» Brief
One number is the whole answer: how many lines of the material hold "image".

» Record excerpts
#####
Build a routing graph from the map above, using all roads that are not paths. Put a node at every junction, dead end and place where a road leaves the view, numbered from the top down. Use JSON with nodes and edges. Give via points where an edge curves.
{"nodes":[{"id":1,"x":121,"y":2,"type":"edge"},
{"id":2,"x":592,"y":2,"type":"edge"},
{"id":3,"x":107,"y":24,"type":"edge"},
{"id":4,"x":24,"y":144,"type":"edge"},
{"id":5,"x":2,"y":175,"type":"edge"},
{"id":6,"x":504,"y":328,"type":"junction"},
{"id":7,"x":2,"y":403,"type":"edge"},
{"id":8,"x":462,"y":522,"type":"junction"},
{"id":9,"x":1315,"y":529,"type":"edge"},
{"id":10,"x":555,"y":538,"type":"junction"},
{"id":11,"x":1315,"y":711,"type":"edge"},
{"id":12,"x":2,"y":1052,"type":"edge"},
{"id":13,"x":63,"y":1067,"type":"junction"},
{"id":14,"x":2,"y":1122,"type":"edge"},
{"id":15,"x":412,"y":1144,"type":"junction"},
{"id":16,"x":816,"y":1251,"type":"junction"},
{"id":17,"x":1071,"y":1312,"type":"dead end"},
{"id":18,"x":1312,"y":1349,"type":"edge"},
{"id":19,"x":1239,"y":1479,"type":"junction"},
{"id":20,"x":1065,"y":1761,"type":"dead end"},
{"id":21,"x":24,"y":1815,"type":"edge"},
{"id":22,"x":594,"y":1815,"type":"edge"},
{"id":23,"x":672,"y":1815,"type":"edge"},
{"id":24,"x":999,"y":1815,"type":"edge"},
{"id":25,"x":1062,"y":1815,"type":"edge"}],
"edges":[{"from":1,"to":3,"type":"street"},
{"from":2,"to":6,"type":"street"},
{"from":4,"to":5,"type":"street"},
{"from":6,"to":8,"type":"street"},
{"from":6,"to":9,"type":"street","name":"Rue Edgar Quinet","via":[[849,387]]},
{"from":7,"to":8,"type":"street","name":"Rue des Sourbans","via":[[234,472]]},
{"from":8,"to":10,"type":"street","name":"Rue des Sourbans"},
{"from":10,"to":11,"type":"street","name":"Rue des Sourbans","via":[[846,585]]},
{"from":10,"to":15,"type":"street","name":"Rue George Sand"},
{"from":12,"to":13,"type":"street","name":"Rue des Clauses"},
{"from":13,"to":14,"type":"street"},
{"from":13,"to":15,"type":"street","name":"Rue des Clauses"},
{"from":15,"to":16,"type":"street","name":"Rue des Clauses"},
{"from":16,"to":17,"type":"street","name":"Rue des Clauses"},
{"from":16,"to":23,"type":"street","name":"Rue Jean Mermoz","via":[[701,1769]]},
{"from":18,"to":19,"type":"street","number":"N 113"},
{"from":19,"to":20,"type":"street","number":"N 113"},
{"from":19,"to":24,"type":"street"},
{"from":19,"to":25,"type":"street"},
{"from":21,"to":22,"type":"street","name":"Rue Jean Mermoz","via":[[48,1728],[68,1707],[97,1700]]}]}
#####
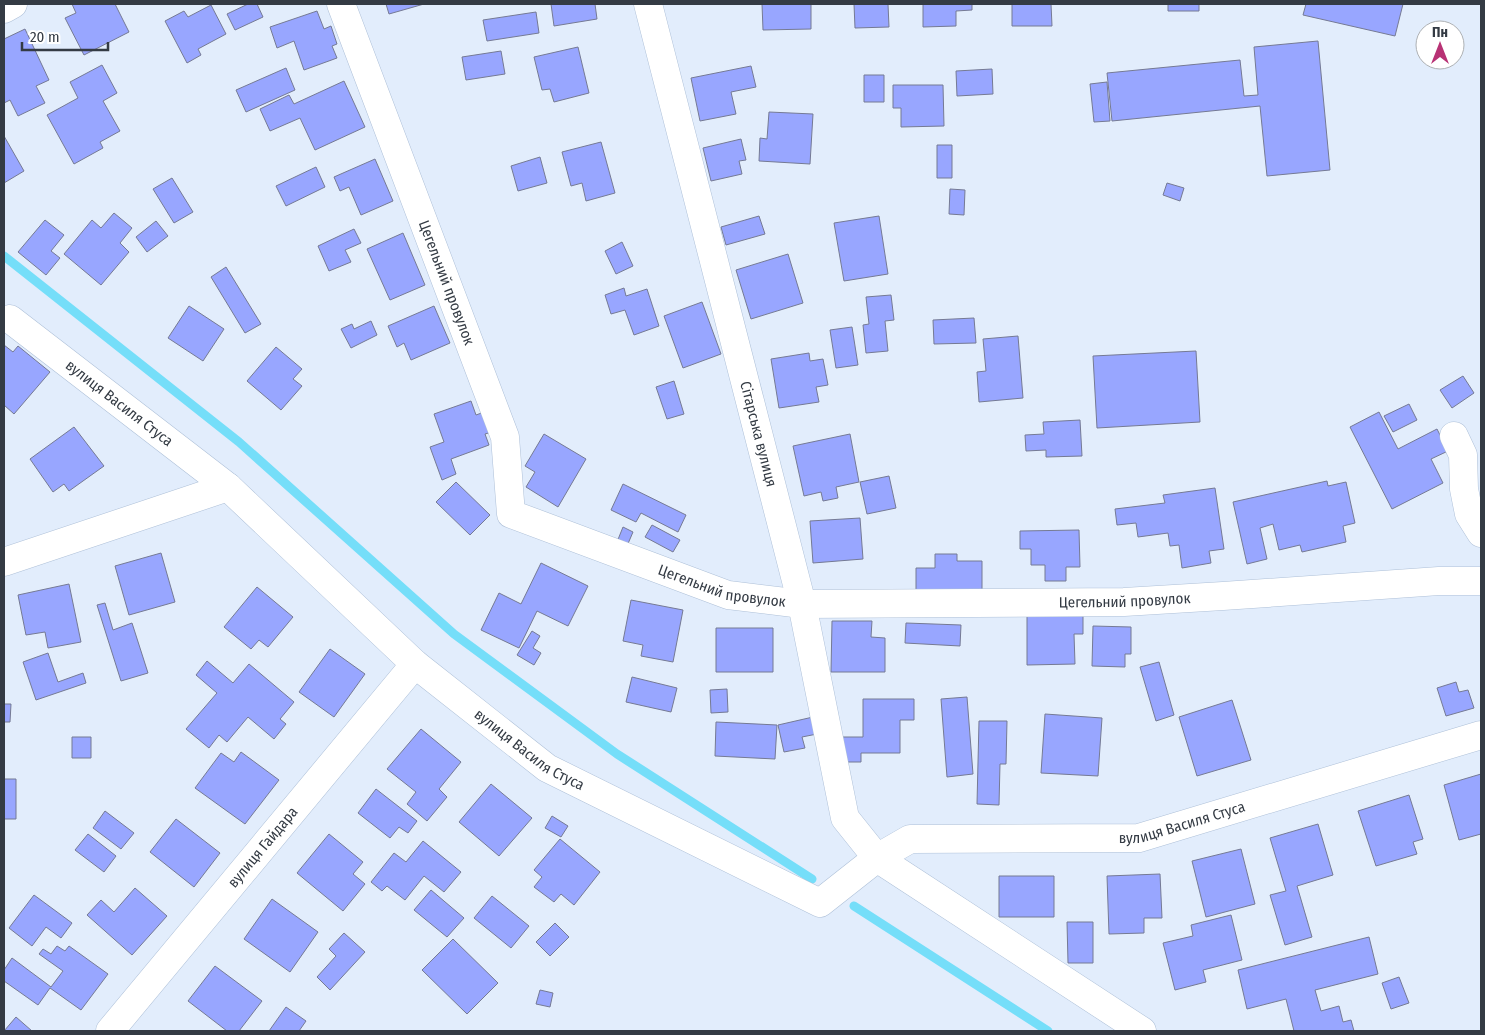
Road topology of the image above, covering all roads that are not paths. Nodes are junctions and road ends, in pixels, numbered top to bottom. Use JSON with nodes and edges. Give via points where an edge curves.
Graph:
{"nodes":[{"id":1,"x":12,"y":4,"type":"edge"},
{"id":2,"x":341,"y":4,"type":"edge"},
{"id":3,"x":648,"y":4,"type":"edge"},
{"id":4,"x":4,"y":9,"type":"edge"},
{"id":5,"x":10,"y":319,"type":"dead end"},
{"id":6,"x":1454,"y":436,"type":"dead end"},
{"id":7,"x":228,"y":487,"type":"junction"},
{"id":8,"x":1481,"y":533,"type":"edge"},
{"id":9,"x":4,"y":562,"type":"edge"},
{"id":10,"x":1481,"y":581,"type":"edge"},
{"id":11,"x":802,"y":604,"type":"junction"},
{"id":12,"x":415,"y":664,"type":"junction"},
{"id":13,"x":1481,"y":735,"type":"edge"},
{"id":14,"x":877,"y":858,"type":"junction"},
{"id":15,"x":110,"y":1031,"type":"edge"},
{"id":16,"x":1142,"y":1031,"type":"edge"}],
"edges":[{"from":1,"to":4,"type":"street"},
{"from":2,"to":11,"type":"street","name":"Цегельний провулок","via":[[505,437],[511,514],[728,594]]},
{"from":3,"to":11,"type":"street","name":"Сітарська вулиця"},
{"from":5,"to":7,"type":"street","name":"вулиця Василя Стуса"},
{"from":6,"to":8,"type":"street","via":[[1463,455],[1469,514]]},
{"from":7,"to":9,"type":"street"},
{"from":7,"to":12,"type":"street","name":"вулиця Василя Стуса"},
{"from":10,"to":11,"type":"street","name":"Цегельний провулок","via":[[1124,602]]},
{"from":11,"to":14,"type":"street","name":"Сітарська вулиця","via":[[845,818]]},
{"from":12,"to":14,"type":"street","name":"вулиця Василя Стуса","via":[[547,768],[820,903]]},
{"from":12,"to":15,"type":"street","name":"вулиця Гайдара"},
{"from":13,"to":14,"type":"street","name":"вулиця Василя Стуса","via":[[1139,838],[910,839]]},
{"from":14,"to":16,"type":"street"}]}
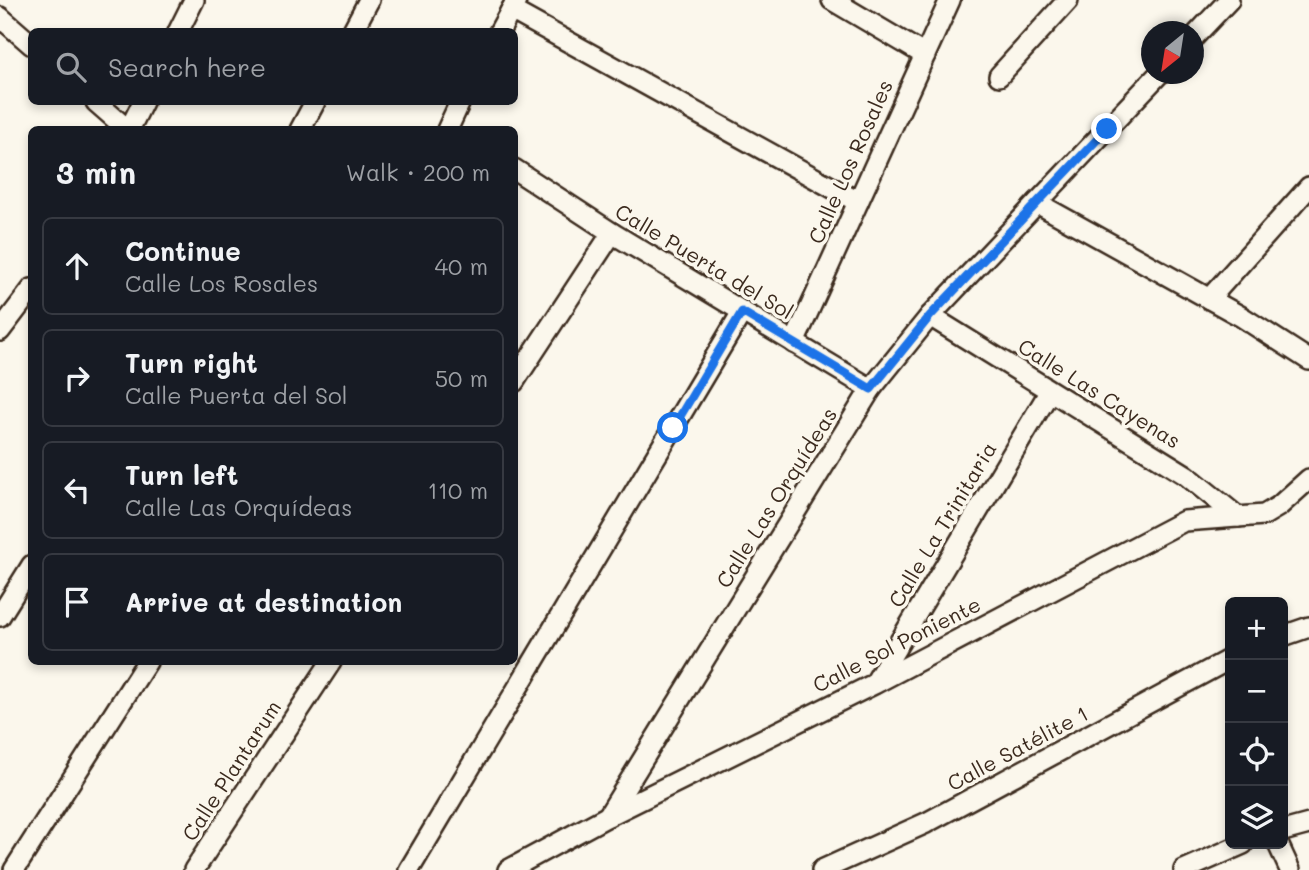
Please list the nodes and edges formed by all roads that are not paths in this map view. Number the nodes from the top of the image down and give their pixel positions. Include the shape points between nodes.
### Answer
#####
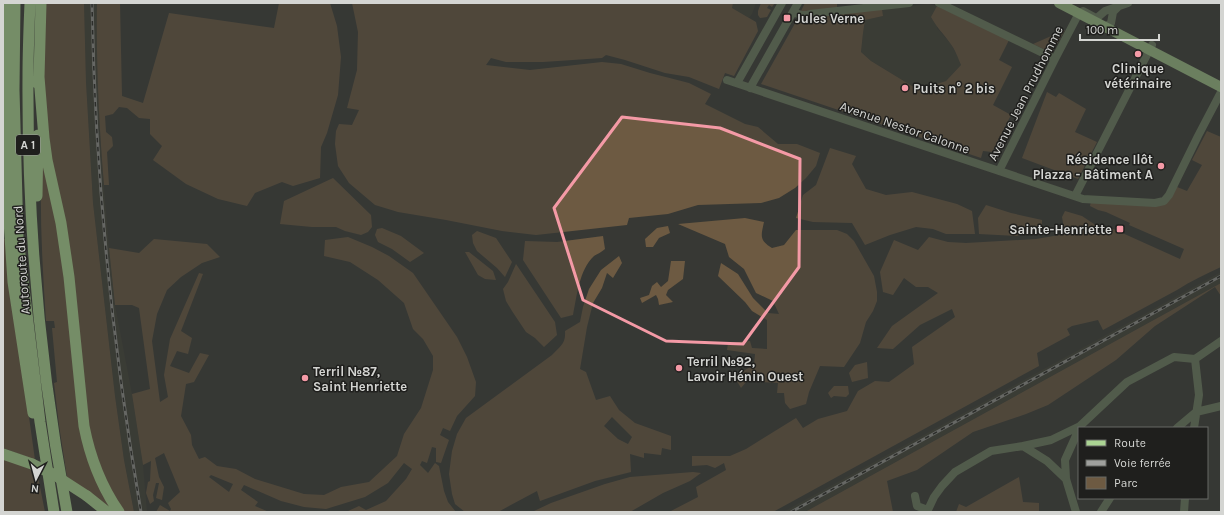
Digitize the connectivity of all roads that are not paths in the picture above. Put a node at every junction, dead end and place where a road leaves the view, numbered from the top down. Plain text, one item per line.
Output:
#####
» The completed task
2